Projet minier aurifère Canadian Malartic - LE BAPE INFORME LA POPULATION LE 5 FEVRIER 2009 A MALARTIC



    QUEBEC, le 26 janv. /CNW Telbec/ - Le Bureau d'audiences publiques sur
l'environnement (BAPE) tient une séance d'information sur le Projet minier
aurifère Canadian Malartic par la Corporation minière Osisko. Cette séance à
laquelle participera le promoteur sera animée par une représentante du BAPE et
aura lieu le 5 février 2009, à compter de 19 h 30, au Club de golf de
Malartic, situé au 321, rue Harricana à Malartic. L'objet de la séance
d'information est de permettre aux citoyens de s'informer sur le projet, la
procédure d'évaluation et d'examen des impacts sur l'environnement, le
processus de consultation publique ainsi que sur le rôle du BAPE. Cette séance
d'information s'inscrit dans le mandat que la ministre du Développement
durable, de l'Environnement et des Parcs, madame Line Beauchamp, a confié au
BAPE. Ce dernier doit rendre accessibles au public l'étude d'impact et
l'ensemble du dossier relatif au projet. La période d'information et de
consultation publiques débute aujourd'hui, le 26 janvier 2009, et se terminera
le 12 mars 2009.
    C'est durant cette période de 45 jours que tout citoyen, tout groupe,
toute municipalité ou tout organisme peut faire la demande d'une audience
publique auprès de la ministre du Développement durable, de l'Environnement et
des Parcs. Le cas échéant, une commission du BAPE pourrait être chargée
d'enquêter sur le projet et de consulter la population à cet effet.

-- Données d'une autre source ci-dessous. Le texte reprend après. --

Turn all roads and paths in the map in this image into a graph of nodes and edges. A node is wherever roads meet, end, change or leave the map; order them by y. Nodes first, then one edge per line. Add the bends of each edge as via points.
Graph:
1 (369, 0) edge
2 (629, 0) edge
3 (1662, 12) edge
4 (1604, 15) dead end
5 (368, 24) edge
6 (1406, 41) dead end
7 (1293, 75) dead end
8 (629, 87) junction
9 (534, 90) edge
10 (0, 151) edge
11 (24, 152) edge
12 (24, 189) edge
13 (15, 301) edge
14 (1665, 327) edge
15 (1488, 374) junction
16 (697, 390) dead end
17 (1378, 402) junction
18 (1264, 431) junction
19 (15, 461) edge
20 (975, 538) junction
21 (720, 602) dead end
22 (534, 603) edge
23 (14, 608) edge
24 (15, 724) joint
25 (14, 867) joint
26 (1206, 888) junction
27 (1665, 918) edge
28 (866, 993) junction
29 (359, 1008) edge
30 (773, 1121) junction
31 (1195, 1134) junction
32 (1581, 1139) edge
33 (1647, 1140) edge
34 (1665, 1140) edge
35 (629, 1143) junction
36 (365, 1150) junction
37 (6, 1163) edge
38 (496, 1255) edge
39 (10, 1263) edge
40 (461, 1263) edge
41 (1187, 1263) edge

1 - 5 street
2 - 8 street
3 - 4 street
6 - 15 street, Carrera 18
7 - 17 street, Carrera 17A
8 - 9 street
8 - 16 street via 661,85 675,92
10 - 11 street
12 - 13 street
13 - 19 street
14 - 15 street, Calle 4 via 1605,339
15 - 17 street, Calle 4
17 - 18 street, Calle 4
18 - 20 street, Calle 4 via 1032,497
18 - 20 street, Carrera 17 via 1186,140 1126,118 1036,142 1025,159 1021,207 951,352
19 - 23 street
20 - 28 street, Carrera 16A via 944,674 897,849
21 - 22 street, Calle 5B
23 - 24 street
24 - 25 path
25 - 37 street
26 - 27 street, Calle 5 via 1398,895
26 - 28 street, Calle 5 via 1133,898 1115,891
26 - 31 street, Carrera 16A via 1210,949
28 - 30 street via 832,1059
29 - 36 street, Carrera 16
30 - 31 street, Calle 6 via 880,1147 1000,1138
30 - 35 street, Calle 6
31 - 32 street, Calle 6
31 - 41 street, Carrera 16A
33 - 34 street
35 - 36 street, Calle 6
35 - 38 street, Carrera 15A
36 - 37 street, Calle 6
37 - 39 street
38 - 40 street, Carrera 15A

    OU CONSULTER LA DOCUMENTATION SUR LE PROJET ?

    Les citoyens peuvent se renseigner sur le projet en consultant l'étude
d'impact réalisée par le promoteur et les autres documents décrivant le projet
et, entre autres, ses répercussions sur l'environnement. A compter
d'aujourd'hui et jusqu'au 12 mars 2009, ces documents peuvent être consultés
aux endroits suivants :

    - Bibliothèque municipale de Malartic, 640, rue de la Paix, Malartic ;
    - Caisse Desjardins de la Vallée-de-l'Or, 701, rue Royale, Malartic.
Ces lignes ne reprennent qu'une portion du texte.